● YOUR TASK
In the records, find every line with the word "Pflugers" and copy it out.

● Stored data
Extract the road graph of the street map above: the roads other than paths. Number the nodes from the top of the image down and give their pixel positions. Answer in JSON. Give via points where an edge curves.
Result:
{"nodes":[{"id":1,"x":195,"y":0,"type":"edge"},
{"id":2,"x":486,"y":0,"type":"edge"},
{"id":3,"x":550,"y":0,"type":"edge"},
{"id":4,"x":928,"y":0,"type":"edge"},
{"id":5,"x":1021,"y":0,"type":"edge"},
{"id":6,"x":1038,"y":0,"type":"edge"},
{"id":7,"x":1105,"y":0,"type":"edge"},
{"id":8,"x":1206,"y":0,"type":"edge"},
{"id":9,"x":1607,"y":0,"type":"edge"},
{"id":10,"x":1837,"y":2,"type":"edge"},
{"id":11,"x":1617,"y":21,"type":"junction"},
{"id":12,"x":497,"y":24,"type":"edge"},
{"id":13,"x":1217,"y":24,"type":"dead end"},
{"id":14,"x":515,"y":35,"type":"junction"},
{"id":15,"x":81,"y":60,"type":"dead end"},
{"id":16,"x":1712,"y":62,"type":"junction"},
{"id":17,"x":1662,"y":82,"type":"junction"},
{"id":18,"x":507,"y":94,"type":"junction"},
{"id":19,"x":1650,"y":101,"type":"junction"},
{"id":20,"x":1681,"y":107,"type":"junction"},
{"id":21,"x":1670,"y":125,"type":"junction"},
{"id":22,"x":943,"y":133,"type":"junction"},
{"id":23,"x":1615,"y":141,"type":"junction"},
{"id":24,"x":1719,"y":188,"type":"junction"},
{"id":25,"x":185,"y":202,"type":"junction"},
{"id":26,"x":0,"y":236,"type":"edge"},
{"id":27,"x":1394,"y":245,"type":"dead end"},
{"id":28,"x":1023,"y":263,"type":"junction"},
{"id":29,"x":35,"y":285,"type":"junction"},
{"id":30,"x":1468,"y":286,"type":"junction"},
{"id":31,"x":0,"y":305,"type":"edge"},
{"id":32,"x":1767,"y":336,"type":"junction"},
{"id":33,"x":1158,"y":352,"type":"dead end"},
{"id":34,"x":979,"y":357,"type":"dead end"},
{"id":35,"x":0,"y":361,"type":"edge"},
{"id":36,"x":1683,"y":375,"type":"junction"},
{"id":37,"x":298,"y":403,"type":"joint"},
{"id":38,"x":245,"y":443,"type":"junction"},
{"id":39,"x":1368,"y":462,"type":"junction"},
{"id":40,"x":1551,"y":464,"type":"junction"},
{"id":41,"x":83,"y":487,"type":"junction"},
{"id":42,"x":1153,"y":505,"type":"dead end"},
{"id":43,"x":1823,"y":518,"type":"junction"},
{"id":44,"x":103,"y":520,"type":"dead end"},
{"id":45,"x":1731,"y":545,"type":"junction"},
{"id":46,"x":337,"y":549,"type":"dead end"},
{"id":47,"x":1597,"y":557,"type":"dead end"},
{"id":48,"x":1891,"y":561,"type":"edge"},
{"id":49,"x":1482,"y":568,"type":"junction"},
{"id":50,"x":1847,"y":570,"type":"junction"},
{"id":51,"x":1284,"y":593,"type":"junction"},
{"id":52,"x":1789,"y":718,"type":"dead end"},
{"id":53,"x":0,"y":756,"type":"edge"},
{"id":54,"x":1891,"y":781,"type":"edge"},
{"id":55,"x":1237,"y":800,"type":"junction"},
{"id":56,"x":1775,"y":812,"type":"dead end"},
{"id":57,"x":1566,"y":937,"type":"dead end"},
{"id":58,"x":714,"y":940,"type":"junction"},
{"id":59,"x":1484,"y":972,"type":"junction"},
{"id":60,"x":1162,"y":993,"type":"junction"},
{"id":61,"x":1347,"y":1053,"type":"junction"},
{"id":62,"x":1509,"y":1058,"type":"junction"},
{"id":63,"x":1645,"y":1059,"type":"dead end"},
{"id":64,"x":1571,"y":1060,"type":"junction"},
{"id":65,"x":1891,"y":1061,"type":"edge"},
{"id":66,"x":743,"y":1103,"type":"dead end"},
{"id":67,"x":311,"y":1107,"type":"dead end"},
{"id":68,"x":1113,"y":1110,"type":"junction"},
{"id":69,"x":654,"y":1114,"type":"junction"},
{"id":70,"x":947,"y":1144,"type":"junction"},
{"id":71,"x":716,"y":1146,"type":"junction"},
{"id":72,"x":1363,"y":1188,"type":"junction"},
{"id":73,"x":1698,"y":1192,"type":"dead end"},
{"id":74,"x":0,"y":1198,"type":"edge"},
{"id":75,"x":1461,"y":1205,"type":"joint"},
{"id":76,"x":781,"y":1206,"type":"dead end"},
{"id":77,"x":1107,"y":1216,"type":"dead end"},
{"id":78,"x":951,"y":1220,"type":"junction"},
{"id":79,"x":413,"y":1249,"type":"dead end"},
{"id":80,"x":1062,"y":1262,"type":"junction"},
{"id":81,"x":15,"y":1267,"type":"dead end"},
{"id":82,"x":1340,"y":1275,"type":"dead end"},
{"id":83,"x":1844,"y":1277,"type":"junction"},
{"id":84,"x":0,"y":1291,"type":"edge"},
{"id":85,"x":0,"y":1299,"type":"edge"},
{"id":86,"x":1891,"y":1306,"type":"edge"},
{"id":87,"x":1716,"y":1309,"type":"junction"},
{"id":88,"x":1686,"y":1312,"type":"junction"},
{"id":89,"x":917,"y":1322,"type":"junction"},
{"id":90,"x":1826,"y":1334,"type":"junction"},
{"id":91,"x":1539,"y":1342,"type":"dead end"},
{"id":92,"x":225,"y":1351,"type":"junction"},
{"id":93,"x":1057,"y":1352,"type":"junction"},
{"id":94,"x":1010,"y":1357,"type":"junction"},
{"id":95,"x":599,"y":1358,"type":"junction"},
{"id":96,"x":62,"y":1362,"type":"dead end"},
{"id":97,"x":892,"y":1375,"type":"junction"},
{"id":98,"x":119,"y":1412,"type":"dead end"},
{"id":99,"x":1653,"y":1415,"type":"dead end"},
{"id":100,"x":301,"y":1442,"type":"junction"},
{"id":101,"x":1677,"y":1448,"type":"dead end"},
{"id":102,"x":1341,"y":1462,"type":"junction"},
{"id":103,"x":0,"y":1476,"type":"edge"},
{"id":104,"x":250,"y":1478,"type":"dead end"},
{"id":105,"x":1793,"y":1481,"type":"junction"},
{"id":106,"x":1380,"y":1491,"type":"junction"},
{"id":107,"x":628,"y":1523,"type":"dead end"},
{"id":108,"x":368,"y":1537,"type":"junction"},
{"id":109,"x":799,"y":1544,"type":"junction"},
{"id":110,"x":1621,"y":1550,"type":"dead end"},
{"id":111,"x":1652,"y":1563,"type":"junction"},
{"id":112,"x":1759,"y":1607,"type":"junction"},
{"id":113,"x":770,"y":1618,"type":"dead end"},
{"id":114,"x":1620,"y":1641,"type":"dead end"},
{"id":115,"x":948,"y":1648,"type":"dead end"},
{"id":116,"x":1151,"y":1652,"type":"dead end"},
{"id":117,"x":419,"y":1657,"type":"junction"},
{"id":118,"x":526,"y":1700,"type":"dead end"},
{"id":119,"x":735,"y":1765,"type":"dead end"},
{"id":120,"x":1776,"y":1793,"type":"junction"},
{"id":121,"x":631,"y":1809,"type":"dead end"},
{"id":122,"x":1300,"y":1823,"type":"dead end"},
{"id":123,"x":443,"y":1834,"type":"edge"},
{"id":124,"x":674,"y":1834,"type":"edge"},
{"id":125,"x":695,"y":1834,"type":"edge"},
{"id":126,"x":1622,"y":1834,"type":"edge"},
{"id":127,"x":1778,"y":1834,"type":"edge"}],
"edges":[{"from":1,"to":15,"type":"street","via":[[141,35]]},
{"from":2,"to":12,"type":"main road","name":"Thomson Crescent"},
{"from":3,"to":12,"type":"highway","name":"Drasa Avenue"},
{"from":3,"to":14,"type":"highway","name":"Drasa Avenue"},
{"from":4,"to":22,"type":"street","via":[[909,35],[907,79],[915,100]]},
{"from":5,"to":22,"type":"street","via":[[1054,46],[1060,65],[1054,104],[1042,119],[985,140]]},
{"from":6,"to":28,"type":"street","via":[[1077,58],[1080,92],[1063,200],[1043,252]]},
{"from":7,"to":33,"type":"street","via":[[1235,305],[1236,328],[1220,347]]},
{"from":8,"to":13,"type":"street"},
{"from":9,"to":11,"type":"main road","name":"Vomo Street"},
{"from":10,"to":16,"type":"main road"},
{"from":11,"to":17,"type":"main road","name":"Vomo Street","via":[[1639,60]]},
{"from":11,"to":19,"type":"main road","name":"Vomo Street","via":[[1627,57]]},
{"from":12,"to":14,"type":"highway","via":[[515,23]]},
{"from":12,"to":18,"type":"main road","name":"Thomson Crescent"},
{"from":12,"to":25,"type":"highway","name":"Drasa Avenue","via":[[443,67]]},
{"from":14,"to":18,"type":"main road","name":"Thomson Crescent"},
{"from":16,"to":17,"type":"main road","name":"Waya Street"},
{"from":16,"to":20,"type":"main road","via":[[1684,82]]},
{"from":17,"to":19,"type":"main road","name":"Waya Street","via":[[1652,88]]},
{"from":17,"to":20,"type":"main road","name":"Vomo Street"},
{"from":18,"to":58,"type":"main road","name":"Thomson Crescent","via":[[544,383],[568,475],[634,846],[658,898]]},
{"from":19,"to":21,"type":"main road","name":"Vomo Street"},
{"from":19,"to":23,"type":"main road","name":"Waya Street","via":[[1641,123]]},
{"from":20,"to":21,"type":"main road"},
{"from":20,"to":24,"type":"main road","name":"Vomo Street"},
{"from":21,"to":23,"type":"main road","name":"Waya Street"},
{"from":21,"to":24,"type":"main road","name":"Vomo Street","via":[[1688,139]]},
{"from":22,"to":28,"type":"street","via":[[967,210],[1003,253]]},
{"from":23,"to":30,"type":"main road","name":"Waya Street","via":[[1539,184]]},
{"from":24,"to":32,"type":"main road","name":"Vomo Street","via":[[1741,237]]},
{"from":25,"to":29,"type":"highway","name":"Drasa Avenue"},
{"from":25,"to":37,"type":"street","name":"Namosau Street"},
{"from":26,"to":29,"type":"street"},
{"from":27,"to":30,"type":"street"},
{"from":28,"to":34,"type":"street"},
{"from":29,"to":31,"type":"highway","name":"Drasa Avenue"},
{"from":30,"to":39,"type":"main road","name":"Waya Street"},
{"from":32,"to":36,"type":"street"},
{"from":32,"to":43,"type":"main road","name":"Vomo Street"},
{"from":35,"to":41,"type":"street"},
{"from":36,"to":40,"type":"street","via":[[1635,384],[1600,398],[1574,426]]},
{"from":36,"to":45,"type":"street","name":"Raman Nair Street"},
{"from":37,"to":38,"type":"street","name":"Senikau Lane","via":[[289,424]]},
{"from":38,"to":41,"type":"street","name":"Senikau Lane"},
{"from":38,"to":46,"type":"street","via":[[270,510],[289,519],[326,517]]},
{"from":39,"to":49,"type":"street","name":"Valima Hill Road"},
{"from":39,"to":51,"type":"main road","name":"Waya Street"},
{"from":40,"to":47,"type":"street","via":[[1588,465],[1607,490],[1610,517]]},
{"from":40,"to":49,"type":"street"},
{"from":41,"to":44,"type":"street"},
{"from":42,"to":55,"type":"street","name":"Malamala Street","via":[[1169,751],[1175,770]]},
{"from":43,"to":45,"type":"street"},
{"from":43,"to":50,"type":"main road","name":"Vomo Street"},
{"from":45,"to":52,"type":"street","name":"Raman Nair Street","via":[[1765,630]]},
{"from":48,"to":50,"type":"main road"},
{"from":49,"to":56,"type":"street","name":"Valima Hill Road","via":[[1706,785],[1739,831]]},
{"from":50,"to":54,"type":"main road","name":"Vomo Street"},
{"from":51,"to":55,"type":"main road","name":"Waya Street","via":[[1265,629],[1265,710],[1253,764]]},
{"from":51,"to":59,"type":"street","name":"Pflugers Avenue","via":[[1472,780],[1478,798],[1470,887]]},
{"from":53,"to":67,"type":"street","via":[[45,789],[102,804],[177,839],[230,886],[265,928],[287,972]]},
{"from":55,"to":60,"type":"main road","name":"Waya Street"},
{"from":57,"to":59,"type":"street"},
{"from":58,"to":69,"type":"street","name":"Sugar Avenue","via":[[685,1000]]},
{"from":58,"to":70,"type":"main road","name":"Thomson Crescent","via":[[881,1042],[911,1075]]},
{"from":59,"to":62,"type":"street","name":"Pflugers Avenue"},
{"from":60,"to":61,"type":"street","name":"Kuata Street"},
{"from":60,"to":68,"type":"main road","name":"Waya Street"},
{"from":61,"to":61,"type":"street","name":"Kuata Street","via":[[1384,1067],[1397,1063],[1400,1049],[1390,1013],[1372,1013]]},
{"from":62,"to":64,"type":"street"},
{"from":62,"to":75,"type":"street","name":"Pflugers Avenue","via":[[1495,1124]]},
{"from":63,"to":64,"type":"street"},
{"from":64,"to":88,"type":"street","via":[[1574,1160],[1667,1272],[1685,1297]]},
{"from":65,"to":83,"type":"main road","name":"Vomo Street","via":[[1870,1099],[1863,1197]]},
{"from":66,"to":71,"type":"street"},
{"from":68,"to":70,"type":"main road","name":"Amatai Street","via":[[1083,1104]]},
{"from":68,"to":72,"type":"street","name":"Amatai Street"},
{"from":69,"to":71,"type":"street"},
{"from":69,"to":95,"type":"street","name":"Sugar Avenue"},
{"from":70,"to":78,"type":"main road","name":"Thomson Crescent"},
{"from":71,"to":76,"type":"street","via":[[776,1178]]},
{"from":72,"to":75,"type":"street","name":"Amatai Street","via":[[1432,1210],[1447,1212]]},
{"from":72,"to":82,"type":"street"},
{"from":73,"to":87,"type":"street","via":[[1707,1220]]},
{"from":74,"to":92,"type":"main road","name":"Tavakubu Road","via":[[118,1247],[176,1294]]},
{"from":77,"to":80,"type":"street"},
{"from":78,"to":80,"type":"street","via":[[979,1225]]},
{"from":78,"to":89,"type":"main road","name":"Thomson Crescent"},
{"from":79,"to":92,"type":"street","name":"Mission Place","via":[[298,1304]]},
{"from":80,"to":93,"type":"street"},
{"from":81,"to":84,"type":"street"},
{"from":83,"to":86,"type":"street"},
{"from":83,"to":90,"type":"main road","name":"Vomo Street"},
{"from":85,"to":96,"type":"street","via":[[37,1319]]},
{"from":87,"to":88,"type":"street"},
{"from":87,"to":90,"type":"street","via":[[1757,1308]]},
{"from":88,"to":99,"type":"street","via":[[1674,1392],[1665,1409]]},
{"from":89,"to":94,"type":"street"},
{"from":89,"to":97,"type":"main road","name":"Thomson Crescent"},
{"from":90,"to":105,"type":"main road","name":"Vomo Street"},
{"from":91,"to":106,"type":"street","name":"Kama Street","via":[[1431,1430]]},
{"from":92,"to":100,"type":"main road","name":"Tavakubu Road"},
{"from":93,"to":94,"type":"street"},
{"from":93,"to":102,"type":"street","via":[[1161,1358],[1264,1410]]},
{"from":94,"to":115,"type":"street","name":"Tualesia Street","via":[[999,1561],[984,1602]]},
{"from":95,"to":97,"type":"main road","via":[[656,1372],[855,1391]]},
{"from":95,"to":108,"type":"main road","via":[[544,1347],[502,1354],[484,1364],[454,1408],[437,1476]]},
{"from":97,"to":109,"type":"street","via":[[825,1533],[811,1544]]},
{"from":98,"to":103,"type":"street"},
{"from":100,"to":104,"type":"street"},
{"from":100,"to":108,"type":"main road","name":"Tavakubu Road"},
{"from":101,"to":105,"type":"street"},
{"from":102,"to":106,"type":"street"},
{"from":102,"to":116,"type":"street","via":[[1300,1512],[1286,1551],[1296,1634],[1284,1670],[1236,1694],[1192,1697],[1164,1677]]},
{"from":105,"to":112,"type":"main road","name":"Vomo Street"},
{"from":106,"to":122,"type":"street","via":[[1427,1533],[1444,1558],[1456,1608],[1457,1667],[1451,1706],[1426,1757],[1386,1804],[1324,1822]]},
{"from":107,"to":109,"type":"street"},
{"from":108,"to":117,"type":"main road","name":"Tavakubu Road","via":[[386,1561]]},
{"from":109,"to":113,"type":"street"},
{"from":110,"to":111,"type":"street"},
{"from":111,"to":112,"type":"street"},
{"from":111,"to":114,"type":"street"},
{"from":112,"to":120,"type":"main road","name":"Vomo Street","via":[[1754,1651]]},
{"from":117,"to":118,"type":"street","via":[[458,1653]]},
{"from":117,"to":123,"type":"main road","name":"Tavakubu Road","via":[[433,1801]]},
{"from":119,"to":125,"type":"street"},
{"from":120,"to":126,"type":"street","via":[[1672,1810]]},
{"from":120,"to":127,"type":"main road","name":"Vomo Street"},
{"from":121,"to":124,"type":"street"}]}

● OUTPUT OF THE TASK
{"from":51,"to":59,"type":"street","name":"Pflugers Avenue","via":[[1472,780],[1478,798],[1470,887]]},
{"from":59,"to":62,"type":"street","name":"Pflugers Avenue"},
{"from":62,"to":75,"type":"street","name":"Pflugers Avenue","via":[[1495,1124]]},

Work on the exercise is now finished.